INSTRUCTIONS FOR THE TASK —
Return every line of the records that includes the string "page".

TASK INPUT —
=======
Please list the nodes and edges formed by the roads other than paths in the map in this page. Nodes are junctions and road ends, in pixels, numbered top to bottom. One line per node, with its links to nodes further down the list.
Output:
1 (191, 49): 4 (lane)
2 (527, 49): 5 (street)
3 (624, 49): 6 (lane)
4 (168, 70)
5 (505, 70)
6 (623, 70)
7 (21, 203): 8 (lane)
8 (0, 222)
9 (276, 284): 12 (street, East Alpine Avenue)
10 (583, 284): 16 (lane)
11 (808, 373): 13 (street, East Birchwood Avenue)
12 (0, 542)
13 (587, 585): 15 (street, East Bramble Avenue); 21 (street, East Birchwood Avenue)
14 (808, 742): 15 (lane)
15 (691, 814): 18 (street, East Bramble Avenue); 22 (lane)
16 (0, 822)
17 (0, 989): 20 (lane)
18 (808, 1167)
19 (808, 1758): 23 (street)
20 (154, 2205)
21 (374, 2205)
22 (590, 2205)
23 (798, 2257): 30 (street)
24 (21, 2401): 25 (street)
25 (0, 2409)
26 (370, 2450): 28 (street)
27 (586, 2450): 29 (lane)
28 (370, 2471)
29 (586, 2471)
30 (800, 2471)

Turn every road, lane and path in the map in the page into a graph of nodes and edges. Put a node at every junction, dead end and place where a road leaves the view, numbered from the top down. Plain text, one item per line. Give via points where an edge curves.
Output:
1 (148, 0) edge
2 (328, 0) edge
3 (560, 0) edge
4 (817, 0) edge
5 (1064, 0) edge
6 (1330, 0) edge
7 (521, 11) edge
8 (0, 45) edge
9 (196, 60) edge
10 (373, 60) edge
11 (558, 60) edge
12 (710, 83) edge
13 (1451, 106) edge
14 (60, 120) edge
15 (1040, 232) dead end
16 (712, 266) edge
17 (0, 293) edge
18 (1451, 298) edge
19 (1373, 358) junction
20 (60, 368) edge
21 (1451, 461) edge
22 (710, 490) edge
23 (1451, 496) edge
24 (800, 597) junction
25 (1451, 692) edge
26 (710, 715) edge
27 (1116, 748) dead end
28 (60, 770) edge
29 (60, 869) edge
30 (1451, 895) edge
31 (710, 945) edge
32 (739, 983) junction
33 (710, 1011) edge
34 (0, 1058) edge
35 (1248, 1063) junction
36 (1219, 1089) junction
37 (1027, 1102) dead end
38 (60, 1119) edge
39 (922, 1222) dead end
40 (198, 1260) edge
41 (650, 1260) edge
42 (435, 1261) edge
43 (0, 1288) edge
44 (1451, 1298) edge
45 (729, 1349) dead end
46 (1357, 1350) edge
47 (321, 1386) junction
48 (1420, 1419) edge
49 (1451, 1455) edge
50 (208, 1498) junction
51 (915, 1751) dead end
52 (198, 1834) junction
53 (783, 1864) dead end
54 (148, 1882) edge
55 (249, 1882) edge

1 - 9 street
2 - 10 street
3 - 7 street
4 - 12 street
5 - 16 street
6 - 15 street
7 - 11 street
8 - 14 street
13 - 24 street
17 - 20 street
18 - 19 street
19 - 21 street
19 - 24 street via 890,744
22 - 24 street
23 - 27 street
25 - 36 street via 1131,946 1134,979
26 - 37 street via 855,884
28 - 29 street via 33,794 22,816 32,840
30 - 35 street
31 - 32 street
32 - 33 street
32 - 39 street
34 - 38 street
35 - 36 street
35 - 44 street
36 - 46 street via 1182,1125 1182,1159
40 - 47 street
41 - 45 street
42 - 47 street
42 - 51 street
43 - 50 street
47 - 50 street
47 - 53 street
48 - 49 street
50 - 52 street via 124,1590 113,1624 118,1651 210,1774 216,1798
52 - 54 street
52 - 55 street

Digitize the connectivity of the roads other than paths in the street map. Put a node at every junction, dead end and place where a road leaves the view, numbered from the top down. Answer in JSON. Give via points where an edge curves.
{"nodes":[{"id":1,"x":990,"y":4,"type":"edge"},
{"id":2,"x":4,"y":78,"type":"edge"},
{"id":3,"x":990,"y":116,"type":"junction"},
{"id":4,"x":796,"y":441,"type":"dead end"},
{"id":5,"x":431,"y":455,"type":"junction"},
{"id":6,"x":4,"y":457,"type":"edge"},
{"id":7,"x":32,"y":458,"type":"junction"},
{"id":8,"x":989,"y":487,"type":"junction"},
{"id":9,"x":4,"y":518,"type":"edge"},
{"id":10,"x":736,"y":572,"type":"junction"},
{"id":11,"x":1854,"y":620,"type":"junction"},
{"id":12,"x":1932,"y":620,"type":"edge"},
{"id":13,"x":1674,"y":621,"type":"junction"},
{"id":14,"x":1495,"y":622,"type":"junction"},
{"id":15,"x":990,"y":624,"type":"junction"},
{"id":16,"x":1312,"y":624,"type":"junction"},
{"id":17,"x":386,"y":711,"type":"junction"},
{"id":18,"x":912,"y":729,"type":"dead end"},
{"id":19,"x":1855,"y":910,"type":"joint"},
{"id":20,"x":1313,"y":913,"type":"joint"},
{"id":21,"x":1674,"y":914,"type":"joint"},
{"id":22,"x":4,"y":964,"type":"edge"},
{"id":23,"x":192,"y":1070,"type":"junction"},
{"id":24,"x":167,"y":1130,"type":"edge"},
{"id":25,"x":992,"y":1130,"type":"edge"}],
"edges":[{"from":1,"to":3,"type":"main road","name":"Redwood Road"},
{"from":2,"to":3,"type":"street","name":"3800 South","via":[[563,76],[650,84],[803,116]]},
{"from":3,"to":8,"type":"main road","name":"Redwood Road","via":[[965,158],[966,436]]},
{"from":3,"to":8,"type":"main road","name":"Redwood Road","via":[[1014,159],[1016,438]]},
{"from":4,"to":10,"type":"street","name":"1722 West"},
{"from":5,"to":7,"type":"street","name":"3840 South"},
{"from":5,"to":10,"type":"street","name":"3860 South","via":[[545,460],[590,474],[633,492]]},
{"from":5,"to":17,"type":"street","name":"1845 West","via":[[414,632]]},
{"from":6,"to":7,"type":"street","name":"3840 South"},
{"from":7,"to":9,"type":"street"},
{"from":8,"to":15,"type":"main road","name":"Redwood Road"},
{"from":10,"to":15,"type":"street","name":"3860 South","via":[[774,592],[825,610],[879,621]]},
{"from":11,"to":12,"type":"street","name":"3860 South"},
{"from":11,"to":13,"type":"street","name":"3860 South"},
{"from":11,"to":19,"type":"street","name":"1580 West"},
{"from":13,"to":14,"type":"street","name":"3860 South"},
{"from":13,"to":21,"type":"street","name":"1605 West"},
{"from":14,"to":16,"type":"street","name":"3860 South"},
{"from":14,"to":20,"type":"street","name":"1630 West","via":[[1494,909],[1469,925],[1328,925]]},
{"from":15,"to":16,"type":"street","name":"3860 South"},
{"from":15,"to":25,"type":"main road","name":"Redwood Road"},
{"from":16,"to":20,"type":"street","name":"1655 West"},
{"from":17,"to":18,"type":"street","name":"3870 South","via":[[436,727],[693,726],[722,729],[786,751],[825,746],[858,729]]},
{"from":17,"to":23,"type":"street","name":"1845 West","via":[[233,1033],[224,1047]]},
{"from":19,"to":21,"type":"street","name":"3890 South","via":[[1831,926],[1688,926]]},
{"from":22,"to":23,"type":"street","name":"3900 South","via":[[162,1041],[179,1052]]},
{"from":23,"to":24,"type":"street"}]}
=======
SOLUTION TO THIS PROBLEM —
Please list the nodes and edges formed by the roads other than paths in the map in this page. Nodes are junctions and road ends, in pixels, numbered top to bottom. One line per node, with its links to nodes further down the list.
Turn every road, lane and path in the map in the page into a graph of nodes and edges. Put a node at every junction, dead end and place where a road leaves the view, numbered from the top down. Plain text, one item per line. Give via points where an edge curves.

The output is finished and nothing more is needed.